## DATA TO EXAMINE
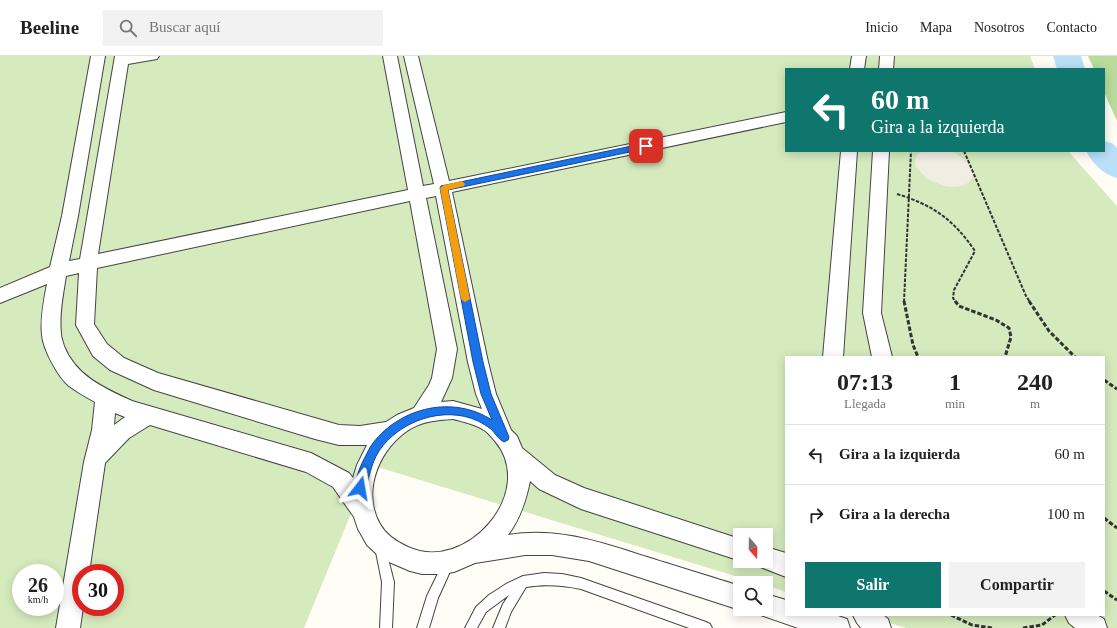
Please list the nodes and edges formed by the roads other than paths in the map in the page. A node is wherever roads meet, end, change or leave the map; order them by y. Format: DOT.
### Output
graph roads {
  1 [pos="98,56"];
  2 [pos="152,56"];
  3 [pos="390,56"];
  4 [pos="411,56"];
  5 [pos="858,56"];
  6 [pos="887,56"];
  7 [pos="121,59"];
  8 [pos="857,68"];
  9 [pos="886,68"];
  10 [pos="785,117"];
  11 [pos="849,152"];
  12 [pos="881,152"];
  13 [pos="444,188"];
  14 [pos="417,194"];
  15 [pos="88,264"];
  16 [pos="58,271"];
  17 [pos="0,296"];
  18 [pos="833,356"];
  19 [pos="882,356"];
  20 [pos="105,398"];
  21 [pos="149,415"];
  22 [pos="421,415"];
  23 [pos="391,431"];
  24 [pos="510,446"];
  25 [pos="95,462"];
  26 [pos="362,510"];
  27 [pos="378,542"];
  28 [pos="733,548"];
  29 [pos="473,553"];
  30 [pos="773,560"];
  31 [pos="450,562"];
  32 [pos="785,565"];
  33 [pos="523,582"];
  34 [pos="733,596"];
  35 [pos="773,608"];
  36 [pos="785,612"];
  37 [pos="798,616"];
  38 [pos="867,616"];
  39 [pos="1078,616"];
  40 [pos="68,628"];
  41 [pos="386,628"];
  42 [pos="423,628"];
  43 [pos="471,628"];
  44 [pos="499,628"];
  45 [pos="706,628"];
  46 [pos="838,628"];
  47 [pos="879,628"];
  48 [pos="1095,628"];
  1 -- 16 [label="street"];
  2 -- 7 [label="street"];
  3 -- 14 [label="street"];
  4 -- 13 [label="street"];
  5 -- 8 [label="street"];
  6 -- 9 [label="street"];
  7 -- 15 [label="street"];
  10 -- 13 [label="street"];
  11 -- 18 [label="street"];
  12 -- 19 [label="street"];
  13 -- 14 [label="street"];
  13 -- 24 [label="street"];
  14 -- 15 [label="street"];
  14 -- 22 [label="street"];
  15 -- 16 [label="street"];
  15 -- 23 [label="street"];
  16 -- 17 [label="street"];
  16 -- 20 [label="street"];
  20 -- 21 [label="street"];
  20 -- 25 [label="street"];
  21 -- 25 [label="street"];
  21 -- 26 [label="street"];
  22 -- 23 [label="street"];
  22 -- 24 [label="street"];
  23 -- 26 [label="street"];
  24 -- 28 [label="street"];
  24 -- 29 [label="street"];
  25 -- 40 [label="street"];
  26 -- 27 [label="street"];
  27 -- 31 [label="street"];
  27 -- 41 [label="lane"];
  29 -- 31 [label="street"];
  29 -- 34 [label="street"];
  30 -- 32 [label="street"];
  31 -- 42 [label="lane"];
  33 -- 43 [label="lane"];
  33 -- 44 [label="lane"];
  33 -- 45 [label="lane"];
  35 -- 36 [label="street"];
  37 -- 46 [label="street"];
  38 -- 47 [label="street"];
  39 -- 48 [label="street"];
}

## EXERCISE
In the data, count the lines that include the string "roads", then give that number and nothing more.

## RESPONSE TO THE TASK
2